Isolate affected systems from the network. Disable rather than delete suspicious accounts, so you keep the ability to investigate them. If you believe credentials are compromised, prepare to rotate them, but think about order, because rotating the wrong account first can tip off an attacker who still has a foothold. For anything involving email or cloud identity, preserve the audit logs before you start changing settings, since some platforms age logs out faster than you would expect.
Make the calls you will be glad you made
Three phone calls belong in the first hour.
Your incident response partner, if you have one on retainer, comes first. This is the entire reason a retainer exists. The team already knows your environment, the rate is pre-negotiated, and you are not trying to find help on the open market at the worst possible moment.
Your cyber insurer, or your broker, comes next. Most policies have notification requirements with tight windows, and many require you to use approved vendors or risk the claim. Calling them early protects the coverage you are paying for.
Legal counsel comes third, and earlier if regulated data may be involved. Breach counsel shapes what gets documented and how, and in many cases brings the investigation under privilege. This is a conversation to have with a lawyer who does this work, not a general corporate attorney.
What not to do, briefly
Do not pay anything or even open negotiation with an attacker in the first hour. That is a deliberate decision made later, with data and counsel, not a panic move.
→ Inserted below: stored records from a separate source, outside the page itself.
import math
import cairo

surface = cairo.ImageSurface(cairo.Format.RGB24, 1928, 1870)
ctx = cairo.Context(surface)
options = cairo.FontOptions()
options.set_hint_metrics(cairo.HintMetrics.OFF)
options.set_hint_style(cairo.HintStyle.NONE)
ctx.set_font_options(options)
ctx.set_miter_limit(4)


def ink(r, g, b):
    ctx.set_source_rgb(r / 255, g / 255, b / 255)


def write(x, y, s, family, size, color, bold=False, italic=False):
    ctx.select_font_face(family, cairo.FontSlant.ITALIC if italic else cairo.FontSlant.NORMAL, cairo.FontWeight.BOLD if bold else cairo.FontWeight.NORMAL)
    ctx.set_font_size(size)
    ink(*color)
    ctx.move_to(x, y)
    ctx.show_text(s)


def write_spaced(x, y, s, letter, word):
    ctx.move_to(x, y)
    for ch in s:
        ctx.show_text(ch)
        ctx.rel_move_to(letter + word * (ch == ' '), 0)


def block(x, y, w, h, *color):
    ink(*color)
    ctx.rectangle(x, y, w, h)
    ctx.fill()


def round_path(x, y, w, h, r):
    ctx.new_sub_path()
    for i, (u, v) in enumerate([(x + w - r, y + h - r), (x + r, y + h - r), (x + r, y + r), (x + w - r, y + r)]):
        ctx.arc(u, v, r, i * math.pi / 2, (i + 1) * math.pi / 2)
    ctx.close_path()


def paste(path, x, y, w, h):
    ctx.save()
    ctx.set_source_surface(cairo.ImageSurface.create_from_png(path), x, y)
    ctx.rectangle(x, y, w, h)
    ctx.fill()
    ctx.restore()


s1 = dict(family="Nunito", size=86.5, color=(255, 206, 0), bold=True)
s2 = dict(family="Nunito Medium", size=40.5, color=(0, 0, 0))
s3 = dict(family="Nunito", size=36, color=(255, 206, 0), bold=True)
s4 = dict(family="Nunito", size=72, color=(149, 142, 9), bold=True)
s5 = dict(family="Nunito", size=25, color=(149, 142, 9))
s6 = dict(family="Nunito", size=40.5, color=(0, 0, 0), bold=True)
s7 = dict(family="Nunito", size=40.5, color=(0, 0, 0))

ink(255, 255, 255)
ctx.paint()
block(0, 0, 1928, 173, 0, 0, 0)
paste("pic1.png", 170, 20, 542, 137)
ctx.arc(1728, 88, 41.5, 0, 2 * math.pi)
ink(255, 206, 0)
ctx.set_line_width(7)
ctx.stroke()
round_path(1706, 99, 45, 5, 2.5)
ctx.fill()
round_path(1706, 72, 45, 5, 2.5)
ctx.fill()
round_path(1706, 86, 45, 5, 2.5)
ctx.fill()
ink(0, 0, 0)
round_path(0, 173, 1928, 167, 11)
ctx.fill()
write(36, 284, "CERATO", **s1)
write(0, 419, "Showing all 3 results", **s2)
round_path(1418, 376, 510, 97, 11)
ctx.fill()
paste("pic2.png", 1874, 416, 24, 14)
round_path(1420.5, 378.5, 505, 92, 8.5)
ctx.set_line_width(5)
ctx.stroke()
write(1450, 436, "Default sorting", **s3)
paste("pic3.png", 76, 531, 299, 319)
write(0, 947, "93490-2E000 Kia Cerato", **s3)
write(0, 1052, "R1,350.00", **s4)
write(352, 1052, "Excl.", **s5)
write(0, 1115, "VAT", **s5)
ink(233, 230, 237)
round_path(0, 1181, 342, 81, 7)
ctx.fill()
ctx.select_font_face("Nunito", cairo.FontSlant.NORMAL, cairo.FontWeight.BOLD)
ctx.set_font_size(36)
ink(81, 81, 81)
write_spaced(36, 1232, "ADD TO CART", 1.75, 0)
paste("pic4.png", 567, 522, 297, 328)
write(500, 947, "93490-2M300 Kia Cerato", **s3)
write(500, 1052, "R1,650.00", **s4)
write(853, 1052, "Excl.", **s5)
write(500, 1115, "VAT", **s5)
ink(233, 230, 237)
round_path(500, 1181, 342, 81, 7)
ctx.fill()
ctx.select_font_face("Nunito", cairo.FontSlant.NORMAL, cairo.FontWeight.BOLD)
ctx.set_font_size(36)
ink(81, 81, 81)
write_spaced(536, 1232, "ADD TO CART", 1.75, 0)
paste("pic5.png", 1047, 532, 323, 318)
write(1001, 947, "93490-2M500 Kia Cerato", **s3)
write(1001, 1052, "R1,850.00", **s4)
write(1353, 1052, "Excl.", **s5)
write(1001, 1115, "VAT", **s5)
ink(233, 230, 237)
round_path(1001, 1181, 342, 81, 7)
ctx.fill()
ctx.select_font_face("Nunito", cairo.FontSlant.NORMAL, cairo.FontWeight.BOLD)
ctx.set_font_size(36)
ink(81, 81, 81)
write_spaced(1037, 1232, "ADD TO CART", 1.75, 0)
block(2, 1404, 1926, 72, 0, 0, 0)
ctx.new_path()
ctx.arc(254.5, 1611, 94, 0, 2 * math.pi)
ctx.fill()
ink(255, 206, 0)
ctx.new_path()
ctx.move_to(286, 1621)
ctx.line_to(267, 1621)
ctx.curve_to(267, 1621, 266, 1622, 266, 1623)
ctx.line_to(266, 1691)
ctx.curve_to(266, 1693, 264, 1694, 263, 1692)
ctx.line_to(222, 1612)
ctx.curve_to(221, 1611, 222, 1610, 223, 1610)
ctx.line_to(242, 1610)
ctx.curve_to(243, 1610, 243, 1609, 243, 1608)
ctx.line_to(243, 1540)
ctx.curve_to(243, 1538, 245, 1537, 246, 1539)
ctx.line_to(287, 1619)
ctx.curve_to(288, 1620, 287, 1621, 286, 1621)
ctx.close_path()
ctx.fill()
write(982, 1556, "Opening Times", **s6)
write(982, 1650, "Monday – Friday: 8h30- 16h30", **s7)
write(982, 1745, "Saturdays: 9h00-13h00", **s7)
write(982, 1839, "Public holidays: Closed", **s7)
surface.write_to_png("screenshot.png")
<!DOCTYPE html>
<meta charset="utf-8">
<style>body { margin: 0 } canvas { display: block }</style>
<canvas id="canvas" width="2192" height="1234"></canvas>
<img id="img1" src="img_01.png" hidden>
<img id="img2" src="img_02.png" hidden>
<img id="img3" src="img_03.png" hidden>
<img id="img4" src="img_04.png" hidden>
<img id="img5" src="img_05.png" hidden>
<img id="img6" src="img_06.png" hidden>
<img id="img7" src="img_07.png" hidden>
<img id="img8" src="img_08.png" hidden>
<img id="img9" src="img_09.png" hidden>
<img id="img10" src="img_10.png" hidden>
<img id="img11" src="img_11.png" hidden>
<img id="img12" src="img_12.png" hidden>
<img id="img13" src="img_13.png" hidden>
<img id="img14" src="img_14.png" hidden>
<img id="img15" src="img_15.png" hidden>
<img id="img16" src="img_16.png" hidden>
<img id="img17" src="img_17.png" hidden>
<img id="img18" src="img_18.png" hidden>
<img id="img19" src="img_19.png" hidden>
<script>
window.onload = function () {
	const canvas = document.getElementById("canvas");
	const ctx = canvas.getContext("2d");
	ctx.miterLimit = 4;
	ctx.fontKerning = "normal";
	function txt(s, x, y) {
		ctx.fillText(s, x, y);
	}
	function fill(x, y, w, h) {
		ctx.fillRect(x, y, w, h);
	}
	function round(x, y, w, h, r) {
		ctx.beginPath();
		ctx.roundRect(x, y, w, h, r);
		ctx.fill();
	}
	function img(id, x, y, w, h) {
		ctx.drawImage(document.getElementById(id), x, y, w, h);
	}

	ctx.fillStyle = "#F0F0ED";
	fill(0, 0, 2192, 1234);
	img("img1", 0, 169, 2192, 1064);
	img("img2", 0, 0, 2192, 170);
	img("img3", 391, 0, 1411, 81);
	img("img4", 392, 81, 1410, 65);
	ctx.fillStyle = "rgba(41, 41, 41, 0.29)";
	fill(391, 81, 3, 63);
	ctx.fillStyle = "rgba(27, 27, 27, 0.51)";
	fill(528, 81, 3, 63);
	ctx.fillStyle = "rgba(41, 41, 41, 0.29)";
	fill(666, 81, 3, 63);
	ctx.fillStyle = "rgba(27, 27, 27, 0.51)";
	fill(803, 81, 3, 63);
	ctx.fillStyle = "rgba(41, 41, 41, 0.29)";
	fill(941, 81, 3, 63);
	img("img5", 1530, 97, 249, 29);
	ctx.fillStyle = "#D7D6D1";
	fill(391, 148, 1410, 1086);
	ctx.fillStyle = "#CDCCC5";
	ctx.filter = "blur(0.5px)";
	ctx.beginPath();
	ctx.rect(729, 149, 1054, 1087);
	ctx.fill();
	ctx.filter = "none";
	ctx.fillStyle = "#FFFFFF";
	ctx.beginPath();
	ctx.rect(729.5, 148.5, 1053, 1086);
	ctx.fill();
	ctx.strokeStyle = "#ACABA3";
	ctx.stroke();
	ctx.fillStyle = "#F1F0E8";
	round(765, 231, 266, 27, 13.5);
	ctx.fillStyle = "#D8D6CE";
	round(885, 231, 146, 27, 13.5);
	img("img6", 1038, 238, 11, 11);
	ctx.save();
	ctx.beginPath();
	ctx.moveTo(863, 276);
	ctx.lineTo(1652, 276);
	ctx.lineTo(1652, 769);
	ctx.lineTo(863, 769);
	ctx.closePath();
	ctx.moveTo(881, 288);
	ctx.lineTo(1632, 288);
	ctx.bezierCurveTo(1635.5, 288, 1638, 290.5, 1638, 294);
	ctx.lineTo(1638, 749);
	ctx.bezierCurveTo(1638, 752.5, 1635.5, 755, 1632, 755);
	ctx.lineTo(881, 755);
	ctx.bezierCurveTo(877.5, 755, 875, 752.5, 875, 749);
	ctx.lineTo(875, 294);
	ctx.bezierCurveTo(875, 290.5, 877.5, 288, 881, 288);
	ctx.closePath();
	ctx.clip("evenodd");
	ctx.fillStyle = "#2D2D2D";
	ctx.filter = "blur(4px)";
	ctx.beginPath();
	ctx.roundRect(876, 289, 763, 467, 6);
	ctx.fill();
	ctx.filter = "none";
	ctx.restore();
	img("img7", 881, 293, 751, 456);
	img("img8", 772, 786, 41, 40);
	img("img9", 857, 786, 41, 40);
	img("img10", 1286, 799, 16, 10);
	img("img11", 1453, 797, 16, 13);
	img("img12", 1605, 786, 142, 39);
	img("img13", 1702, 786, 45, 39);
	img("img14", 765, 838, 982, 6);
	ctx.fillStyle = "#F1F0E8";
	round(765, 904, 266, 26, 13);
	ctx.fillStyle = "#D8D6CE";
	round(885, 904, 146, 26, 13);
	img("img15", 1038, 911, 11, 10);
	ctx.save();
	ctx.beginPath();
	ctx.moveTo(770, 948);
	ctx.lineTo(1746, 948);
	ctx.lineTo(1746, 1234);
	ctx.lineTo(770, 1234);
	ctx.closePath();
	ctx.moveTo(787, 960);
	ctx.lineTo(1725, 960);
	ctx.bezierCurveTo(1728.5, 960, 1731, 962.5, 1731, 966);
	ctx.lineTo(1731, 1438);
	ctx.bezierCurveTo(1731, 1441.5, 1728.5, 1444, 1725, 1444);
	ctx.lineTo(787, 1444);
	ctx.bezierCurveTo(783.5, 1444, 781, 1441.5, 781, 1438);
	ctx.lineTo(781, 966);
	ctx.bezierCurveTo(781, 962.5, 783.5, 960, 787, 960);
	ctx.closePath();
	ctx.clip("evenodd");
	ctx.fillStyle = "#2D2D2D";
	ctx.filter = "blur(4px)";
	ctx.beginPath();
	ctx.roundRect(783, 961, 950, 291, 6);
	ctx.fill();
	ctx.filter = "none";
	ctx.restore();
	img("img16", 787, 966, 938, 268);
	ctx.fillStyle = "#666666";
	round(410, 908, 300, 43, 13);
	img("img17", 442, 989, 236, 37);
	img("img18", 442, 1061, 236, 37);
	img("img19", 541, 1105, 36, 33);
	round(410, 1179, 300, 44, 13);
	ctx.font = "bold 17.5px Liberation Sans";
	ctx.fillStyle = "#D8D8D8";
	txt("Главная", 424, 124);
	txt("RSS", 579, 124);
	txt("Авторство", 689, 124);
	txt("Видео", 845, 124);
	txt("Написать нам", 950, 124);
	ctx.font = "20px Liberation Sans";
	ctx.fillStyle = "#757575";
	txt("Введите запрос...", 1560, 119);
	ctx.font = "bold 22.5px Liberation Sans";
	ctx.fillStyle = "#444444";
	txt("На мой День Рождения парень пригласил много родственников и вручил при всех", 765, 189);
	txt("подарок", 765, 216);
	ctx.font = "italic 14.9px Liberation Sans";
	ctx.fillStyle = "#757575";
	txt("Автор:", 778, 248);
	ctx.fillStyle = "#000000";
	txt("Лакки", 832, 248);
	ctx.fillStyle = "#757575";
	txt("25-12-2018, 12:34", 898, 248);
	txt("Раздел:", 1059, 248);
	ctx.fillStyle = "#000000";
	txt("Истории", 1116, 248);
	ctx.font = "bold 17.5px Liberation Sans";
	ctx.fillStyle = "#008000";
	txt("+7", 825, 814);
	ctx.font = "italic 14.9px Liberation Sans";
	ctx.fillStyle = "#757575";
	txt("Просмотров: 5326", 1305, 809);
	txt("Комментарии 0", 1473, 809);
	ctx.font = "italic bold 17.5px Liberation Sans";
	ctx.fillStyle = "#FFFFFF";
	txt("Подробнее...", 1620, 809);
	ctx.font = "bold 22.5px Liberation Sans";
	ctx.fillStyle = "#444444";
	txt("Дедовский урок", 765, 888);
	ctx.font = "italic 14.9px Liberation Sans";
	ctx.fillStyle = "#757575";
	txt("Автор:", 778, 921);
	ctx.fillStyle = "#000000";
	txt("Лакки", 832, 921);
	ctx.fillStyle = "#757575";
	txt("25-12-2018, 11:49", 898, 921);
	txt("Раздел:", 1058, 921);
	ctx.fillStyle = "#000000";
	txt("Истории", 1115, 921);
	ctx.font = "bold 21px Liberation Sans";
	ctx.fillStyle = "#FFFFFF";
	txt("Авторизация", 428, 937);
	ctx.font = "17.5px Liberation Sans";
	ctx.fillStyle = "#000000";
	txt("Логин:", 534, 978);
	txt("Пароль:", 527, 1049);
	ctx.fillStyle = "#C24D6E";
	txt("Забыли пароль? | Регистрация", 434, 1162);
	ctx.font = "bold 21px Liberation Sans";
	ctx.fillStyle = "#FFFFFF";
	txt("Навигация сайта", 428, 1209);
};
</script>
Do not announce the incident widely before you understand it. Internal rumor and premature customer communication both create problems that are hard to walk back.
Do not assume the obvious entry point is the only one. The phishing email that got reported is often not where the real access came from.
The honest reason this is hard
None of this is complicated to read. It is hard to execute because it runs against instinct, it happens at 2am, and the people on the scene are usually exhausted and afraid of being blamed. That is exactly why preparation matters more than knowledge. Knowing the steps is not the same as having rehearsed them.
If you take one thing from this, make it the first rule. When something goes wrong, your job in the first hour is to stabilize and preserve, not to fix. Slow is smooth, and smooth is fast.